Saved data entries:

***

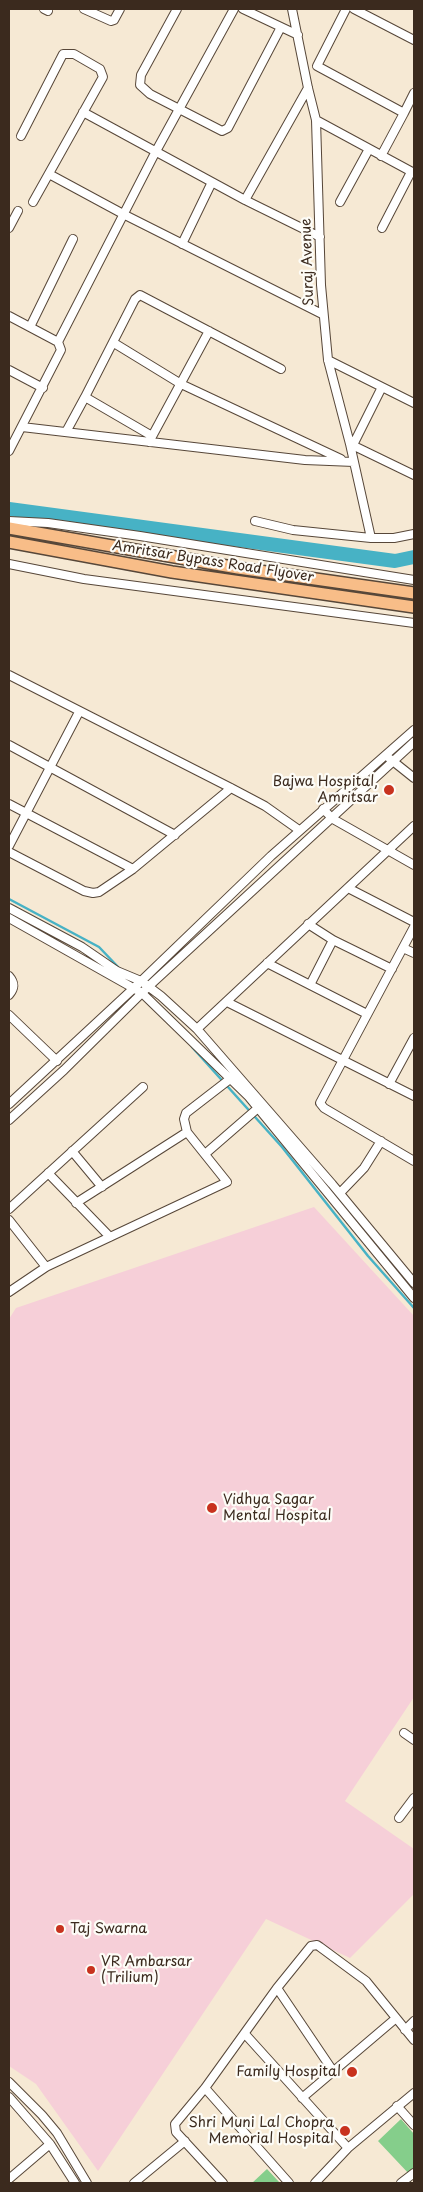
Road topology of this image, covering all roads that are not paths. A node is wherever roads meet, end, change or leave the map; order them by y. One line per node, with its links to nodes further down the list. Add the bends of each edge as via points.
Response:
1 (84, 9): 2 (street, via 111,21)
2 (120, 9)
3 (177, 9): 16 (street, via 139,82 144,90)
4 (234, 9): 16 (street)
5 (243, 9): 9 (street)
6 (292, 9): 10 (street, Suraj Avenue)
7 (346, 9): 12 (street)
8 (354, 9): 11 (street)
9 (281, 27): 10 (street); 16 (street, via 226,130 219,130)
10 (298, 35): 13 (street, Suraj Avenue)
11 (414, 40)
12 (317, 66): 13 (street); 18 (street)
13 (304, 67): 14 (street, Suraj Avenue)
14 (308, 88): 19 (street, Suraj Avenue); 27 (street)
15 (414, 93): 18 (street)
16 (179, 109): 22 (street)
17 (83, 112): 20 (street, via 103,76 102,72 74,54 66,53); 22 (street); 25 (street)
18 (404, 113): 23 (street)
19 (316, 120): 21 (street); 34 (street, Suraj Avenue)
20 (21, 136)
21 (369, 149): 23 (street); 29 (street)
22 (155, 153): 26 (street); 31 (street)
23 (381, 156): 24 (street)
24 (413, 173): 33 (street)
25 (49, 174): 28 (street); 31 (street)
26 (212, 182): 27 (street); 36 (street)
27 (245, 200): 34 (street)
28 (34, 202)
29 (340, 202)
30 (18, 211): 32 (street)
31 (125, 215): 36 (street); 41 (street)
32 (9, 228)
33 (382, 228)
34 (320, 237): 37 (street, Suraj Avenue)
35 (73, 239): 39 (street)
36 (182, 244): 37 (street)
37 (322, 314): 43 (street, Suraj Avenue)
38 (9, 316): 39 (street)
39 (30, 327): 41 (street)
40 (209, 331): 42 (street, via 140,295 135,299); 44 (street); 46 (street)
41 (58, 342): 48 (street, via 60,354)
42 (114, 344): 46 (street); 49 (street)
43 (328, 360): 47 (street); 54 (street, Suraj Avenue)
44 (281, 368)
45 (9, 370): 48 (street)
46 (181, 384): 53 (street); 56 (street)
47 (382, 387): 50 (street); 54 (street)
48 (43, 388): 51 (street)
49 (85, 397): 52 (street); 53 (street)
50 (414, 403)
51 (22, 427): 52 (street); 55 (street)
52 (66, 432): 53 (street)
53 (150, 439): 56 (street, via 305,460)
54 (352, 444): 57 (street, Suraj Avenue); 58 (street)
55 (9, 451)
56 (343, 460): 57 (street)
57 (354, 462): 63 (street, Suraj Avenue)
58 (414, 475)
59 (9, 521): 66 (street, via 140,536)
60 (255, 522): 63 (street, via 294,530)
61 (14, 530): 67 (highway, Amritsar Bypass Road Flyover, via 238,568)
62 (414, 534): 63 (street)
63 (371, 538)
64 (9, 542): 68 (highway, Amritsar Bypass Road Flyover, via 172,572)
65 (9, 564): 69 (street, via 84,579)
66 (414, 580)
67 (414, 593)
68 (414, 607)
69 (414, 624)
70 (9, 675): 71 (street)
71 (78, 712): 77 (street); 79 (street)
72 (414, 730): 75 (street)
73 (414, 742): 76 (street)
74 (9, 745): 77 (street)
75 (385, 755): 76 (street); 81 (street)
76 (392, 761): 78 (street); 83 (street)
77 (50, 767): 82 (street); 86 (street)
78 (414, 778)
79 (231, 788): 85 (street); 86 (street)
80 (9, 804): 82 (street)
81 (322, 809): 83 (street); 85 (street)
82 (26, 814): 87 (street); 91 (street)
83 (333, 819): 88 (street); 106 (street, via 306,840)
84 (414, 826): 88 (street)
85 (299, 830): 104 (street)
86 (175, 835): 91 (street)
87 (9, 846)
88 (387, 851): 90 (street); 92 (street)
89 (9, 852): 91 (street, via 93,893 106,889)
90 (414, 865)
91 (133, 869)
92 (348, 888): 95 (street); 96 (street)
93 (9, 908): 104 (street, via 82,947 117,971)
94 (9, 918): 107 (street)
95 (414, 922)
96 (308, 924): 98 (street); 101 (street)
97 (414, 927): 99 (street)
98 (333, 940): 102 (street); 105 (street)
99 (403, 948): 100 (street); 102 (street)
100 (414, 953)
101 (266, 964): 105 (street); 110 (street)
102 (392, 969): 111 (street)
103 (9, 976): 109 (street, via 14,987)
104 (141, 981): 106 (street); 107 (street)
105 (310, 985): 111 (street)
106 (149, 986): 108 (street); 113 (street)
107 (134, 988): 108 (street); 116 (street)
108 (142, 993): 117 (street); 123 (street)
109 (9, 996)
110 (227, 1002): 113 (street); 115 (street)
111 (367, 1014): 115 (street)
112 (9, 1015): 116 (street)
113 (197, 1029): 131 (street)
114 (414, 1038): 118 (street)
115 (342, 1059): 118 (street); 125 (street, via 320,1100 321,1106)
116 (57, 1061): 121 (street)
117 (230, 1079): 122 (street); 124 (street, via 186,1113)
118 (389, 1084): 120 (street)
119 (143, 1087): 126 (street)
120 (414, 1096)
121 (9, 1104)
122 (258, 1108): 127 (street); 139 (street)
123 (9, 1120)
124 (187, 1132): 127 (street); 130 (street)
125 (381, 1141): 128 (street); 131 (street, via 364,1168)
126 (72, 1151): 129 (street); 130 (street)
127 (204, 1154): 135 (street, via 227,1182)
128 (414, 1161)
129 (48, 1173): 132 (street); 133 (street)
130 (102, 1187): 132 (street)
131 (340, 1193): 137 (street)
132 (76, 1203): 135 (street)
133 (9, 1209)
134 (9, 1220): 136 (street)
135 (110, 1237): 136 (street)
136 (46, 1267): 138 (street)
137 (413, 1278)
138 (9, 1292)
139 (414, 1298)
140 (404, 1733): 141 (street)
141 (414, 1740)
142 (414, 1798): 143 (street)
143 (399, 1818)
144 (277, 1988): 145 (street, via 311,1946 317,1945 358,1974); 148 (street); 150 (street)
145 (395, 2019): 147 (street); 150 (street)
146 (414, 2021): 147 (street)
147 (405, 2030): 149 (street)
148 (245, 2034): 152 (street); 155 (street)
149 (414, 2040)
150 (333, 2071): 155 (street)
151 (9, 2082): 164 (street, via 57,2133)
152 (205, 2088): 158 (street, via 175,2124 176,2132); 167 (street)
153 (414, 2093): 156 (street)
154 (9, 2097): 159 (street)
155 (302, 2098): 160 (street)
156 (397, 2106): 157 (street); 160 (street)
157 (414, 2125)
158 (185, 2141): 165 (street); 166 (street)
159 (50, 2144): 162 (street); 163 (street)
160 (348, 2148): 168 (street)
161 (414, 2173): 169 (street)
162 (9, 2179)
163 (75, 2183)
164 (87, 2183)
165 (134, 2183)
166 (223, 2183)
167 (288, 2183)
168 (315, 2183)
169 (401, 2183)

***

Task instructions:
What is needed is the number of lines above that include the string "Suraj", and nothing else.

Exercise solution:
10